Y al cabo de un rato:

—Yujuuuu, Henry, mi amor…

Vaso tras vaso sintió que se acaloraba y algo en su interior se encendía, clamando por liberarse.

—Uff, ¿hace calor aquí o son mis nervios? —Se estiró un poco el escote del vestido y se abanicó los pechos con la mano.

Sí, así es: estaba borracha hasta los pelos.

Se levantó de su asiento y caminó medio tambaleante entre los cuerpos de la pista. Una mano anónima emergió de la multitud y le dio un pellizco en el trasero, ella solo dio un respingo y soltó un gritito. Luego se rio, agitó su cabello y siguió su camino hasta salir al jardín donde los bikinis de dos piezas y los torsos desnudos se adueñaban del jacuzzi y de la piscina.

Los tacones de Ginger se enterraban en el césped, así que optó por quitárselos y arrojarlos lejos. Con una bebida en su mano, caminó hasta una mesa de jardín y con torpeza subió un pie en ella y luego el otro. Se tambaleó y casi cae, pero no soltó el maldito trago.

Cuando encontró el equilibrio y estuvo totalmente de pie sobre la mesa, levantó ambos brazos, con el vaso en mano, y gritó llena de ciego júbilo:

—¡Está es la mejor fiesta del mundooooo!

Los que se encontraban afuera llamaron a los de adentro para que salieran a ver a la borracha que saltaba, giraba y bailaba sobre la mesa.

Alguien corrió el rumor de que esa chica era Escorpi —Keyra por supuesto— y sacaron sus celulares para inmortalizar el momento por toda la eternidad.

Pronto, el jardín parecía un concierto gracias a las docenas de lucecitas de celulares que filmaban y tomaban fotos.

El DJ paró la música, era más que evidente que le habían quitado el trabajo de animador.

Un micrófono inalámbrico fue pasado de mano en mano hasta que llegó a Ginger, quien lo tomó encantada de la vida.

—¡Hey, Escorpi, di algo! —gritó un chico del público que hacía un megáfono con las manos alrededor de su boca.

Todos asintieron con exclamaciones y con silbidos. Ginger no se acordaba quién demonios eran todos esos y menos cómo había llegado hasta ahí, pero ¿qué más daba? Le habían dado la palabra por primera vez en toda su existencia y la iba a aprovechar.

—¡Son todos unos bastardooooooooooooos! —gritó al micrófono con un acento pastoso y señaló a todos los presentes. Cada uno de ellos se quedó atónito.

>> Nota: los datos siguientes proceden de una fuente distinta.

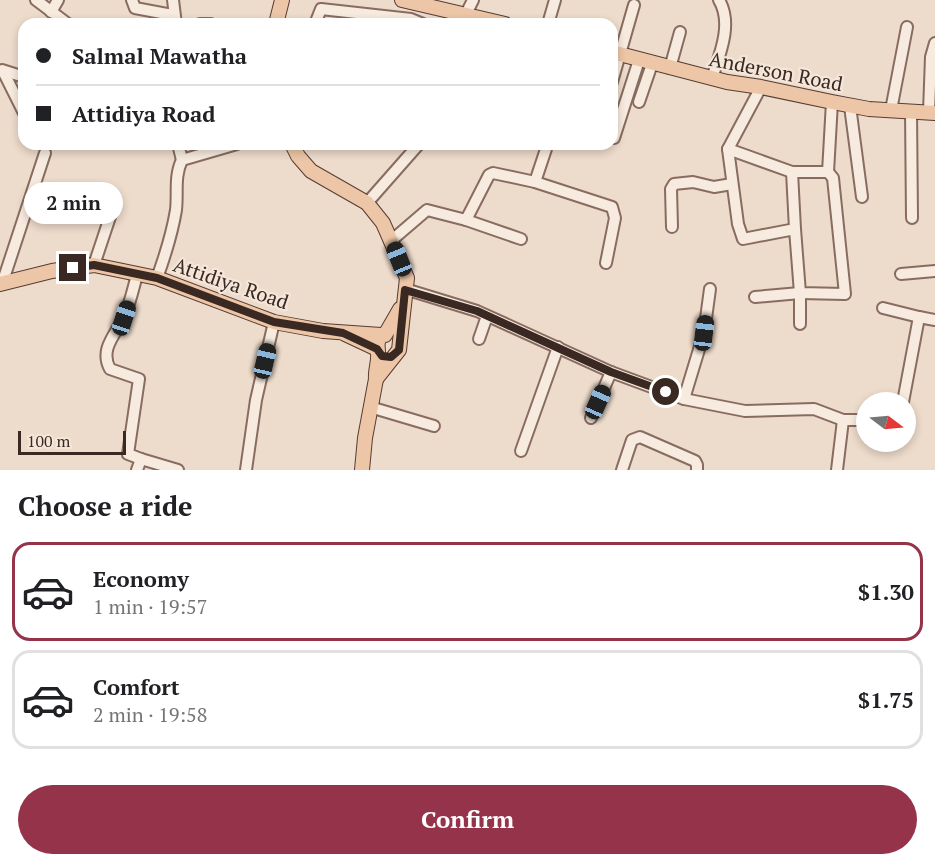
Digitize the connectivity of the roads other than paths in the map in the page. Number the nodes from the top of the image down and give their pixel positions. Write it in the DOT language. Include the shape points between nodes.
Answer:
graph roads {
  1 [pos="36,0"];
  2 [pos="58,0"];
  3 [pos="132,0"];
  4 [pos="173,0"];
  5 [pos="282,0"];
  6 [pos="473,0"];
  7 [pos="555,0"];
  8 [pos="719,0"];
  9 [pos="410,1"];
  10 [pos="634,5"];
  11 [pos="51,12"];
  12 [pos="466,15"];
  13 [pos="60,18"];
  14 [pos="171,18"];
  15 [pos="175,18"];
  16 [pos="278,18"];
  17 [pos="317,18"];
  18 [pos="364,18"];
  19 [pos="479,18"];
  20 [pos="550,18"];
  21 [pos="907,27"];
  22 [pos="680,32"];
  23 [pos="935,43"];
  24 [pos="618,48"];
  25 [pos="618,54"];
  26 [pos="645,62"];
  27 [pos="669,68"];
  28 [pos="1,72"];
  29 [pos="18,76"];
  30 [pos="712,78"];
  31 [pos="761,87"];
  32 [pos="18,102"];
  33 [pos="639,102"];
  34 [pos="832,102"];
  35 [pos="850,106"];
  36 [pos="891,110"];
  37 [pos="911,111"];
  38 [pos="932,113"];
  39 [pos="618,130"];
  40 [pos="728,149"];
  41 [pos="180,150"];
  42 [pos="216,150"];
  43 [pos="295,150"];
  44 [pos="414,150"];
  45 [pos="546,150"];
  46 [pos="45,153"];
  47 [pos="182,160"];
  48 [pos="792,172"];
  49 [pos="831,175"];
  50 [pos="535,182"];
  51 [pos="732,184"];
  52 [pos="862,197"];
  53 [pos="115,202"];
  54 [pos="367,203"];
  55 [pos="912,218"];
  56 [pos="466,220"];
  57 [pos="672,226"];
  58 [pos="795,229"];
  59 [pos="521,239"];
  60 [pos="392,240"];
  61 [pos="606,263"];
  62 [pos="94,265"];
  63 [pos="935,271"];
  64 [pos="901,274"];
  65 [pos="137,275"];
  66 [pos="157,278"];
  67 [pos="1,284"];
  68 [pos="710,289"];
  69 [pos="800,293"];
  70 [pos="404,296"];
  71 [pos="755,297"];
  72 [pos="883,308"];
  73 [pos="487,316"];
  74 [pos="919,317"];
  75 [pos="935,320"];
  76 [pos="274,322"];
  77 [pos="800,324"];
  78 [pos="343,333"];
  79 [pos="383,335"];
  80 [pos="479,339"];
  81 [pos="558,347"];
  82 [pos="397,349"];
  83 [pos="378,351"];
  84 [pos="611,372"];
  85 [pos="376,379"];
  86 [pos="905,392"];
  87 [pos="684,399"];
  88 [pos="370,407"];
  89 [pos="591,418"];
  90 [pos="843,420"];
  91 [pos="856,420"];
  92 [pos="434,426"];
  93 [pos="521,451"];
  94 [pos="141,459"];
  95 [pos="137,470"];
  96 [pos="178,470"];
  97 [pos="246,470"];
  98 [pos="362,470"];
  99 [pos="622,470"];
  100 [pos="697,470"];
  101 [pos="837,470"];
  1 -- 11 [label="street"];
  2 -- 11 [label="street"];
  3 -- 14 [label="street" via="135,8"];
  4 -- 15 [label="street"];
  5 -- 16 [label="main road"];
  6 -- 12 [label="street"];
  7 -- 20 [label="street"];
  8 -- 30 [label="street" via="725,9 726,23"];
  9 -- 12 [label="main road"];
  10 -- 24 [label="street"];
  11 -- 13 [label="street"];
  12 -- 19 [label="main road"];
  17 -- 18 [label="street" via="321,9"];
  21 -- 36 [label="street"];
  22 -- 27 [label="street"];
  23 -- 38 [label="street" via="931,57"];
  25 -- 26 [label="main road, Anderson Road"];
  26 -- 27 [label="main road, Anderson Road"];
  26 -- 33 [label="street"];
  26 -- 39 [label="street"];
  27 -- 30 [label="main road, Anderson Road"];
  28 -- 29 [label="street"];
  28 -- 32 [label="street"];
  30 -- 31 [label="main road, Anderson Road"];
  31 -- 34 [label="main road, Anderson Road"];
  31 -- 40 [label="street"];
  34 -- 35 [label="main road, Anderson Road"];
  34 -- 49 [label="street"];
  35 -- 36 [label="main road, Anderson Road"];
  35 -- 52 [label="street"];
  36 -- 37 [label="main road, Anderson Road"];
  37 -- 38 [label="main road, Anderson Road"];
  37 -- 55 [label="street"];
  40 -- 48 [label="street"];
  40 -- 51 [label="street"];
  41 -- 47 [label="street"];
  42 -- 47 [label="street"];
  43 -- 54 [label="main road" via="311,171"];
  44 -- 54 [label="street"];
  45 -- 50 [label="street"];
  46 -- 67 [label="street"];
  47 -- 66 [label="street" via="168,247"];
  48 -- 49 [label="street"];
  48 -- 58 [label="street"];
  49 -- 69 [label="street" via="845,294"];
  50 -- 56 [label="street" via="489,175"];
  50 -- 61 [label="street" via="612,207 615,218"];
  51 -- 57 [label="street" via="714,188 693,182 674,184"];
  51 -- 58 [label="street" via="743,239"];
  53 -- 62 [label="street"];
  54 -- 60 [label="main road"];
  56 -- 59 [label="street"];
  56 -- 60 [label="street" via="427,210"];
  58 -- 69 [label="street"];
  60 -- 70 [label="main road" via="407,278"];
  62 -- 65 [label="main road, Attidiya Road"];
  62 -- 67 [label="main road, Attidiya Road"];
  63 -- 64 [label="street"];
  65 -- 66 [label="main road, Attidiya Road"];
  65 -- 94 [label="street" via="124,318 106,352 110,369 139,379 128,454"];
  66 -- 76 [label="main road, Attidiya Road"];
  68 -- 87 [label="street" via="704,333"];
  69 -- 71 [label="street"];
  69 -- 77 [label="street"];
  70 -- 73 [label="street"];
  70 -- 79 [label="main road" via="396,319"];
  70 -- 82 [label="main road"];
  72 -- 74 [label="street"];
  73 -- 80 [label="street"];
  73 -- 81 [label="street"];
  74 -- 75 [label="street"];
  74 -- 86 [label="street"];
  76 -- 78 [label="main road, Attidiya Road"];
  76 -- 97 [label="street" via="256,400"];
  78 -- 79 [label="main road"];
  78 -- 83 [label="main road"];
  79 -- 82 [label="main road" via="398,339"];
  79 -- 83 [label="main road" via="378,339"];
  81 -- 84 [label="street"];
  81 -- 93 [label="street"];
  82 -- 83 [label="main road" via="391,357"];
  82 -- 85 [label="main road"];
  83 -- 85 [label="main road"];
  84 -- 87 [label="street"];
  84 -- 89 [label="street"];
  85 -- 88 [label="main road"];
  87 -- 90 [label="street" via="745,411 814,410"];
  88 -- 92 [label="street"];
  88 -- 98 [label="main road"];
  90 -- 91 [label="street"];
  90 -- 101 [label="street"];
  94 -- 95 [label="street"];
  94 -- 96 [label="street"];
  99 -- 100 [label="street" via="632,440 640,437 694,461"];
}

—Por eso… —soltó un hipido y se tambaleó— losh odio a todosh.

Silencio mortal.

Parecía que Ginger se había quedado dormida de pie, porque cerró los ojos y no reaccionaba; sin embargo, sorprendió a todos cuando abrió y agitó los brazos bruscamente, de derecha a izquierda, en ademán animador.

—¡Vamos, canten conmigo! —pidió—. ´Cause this is thriller, thriller night, and no one´s gonna save you from the beast about to strike.

Los jugadores de rugby, las porristas, la gente popular, todos estaban siendo testigos del mejor suicidio social que la élite de Dancey High hubiera visto en toda su historia.

—You know it´s thriller, thriller night!

Si antes tenían razones para burlarse de ella, o al menos se las inventaban, ahora sí que las tenían de sobra para abastecerse y atormentarla por el resto de su patética vida. Keyra saboreaba la humillación de Ginger en los labios.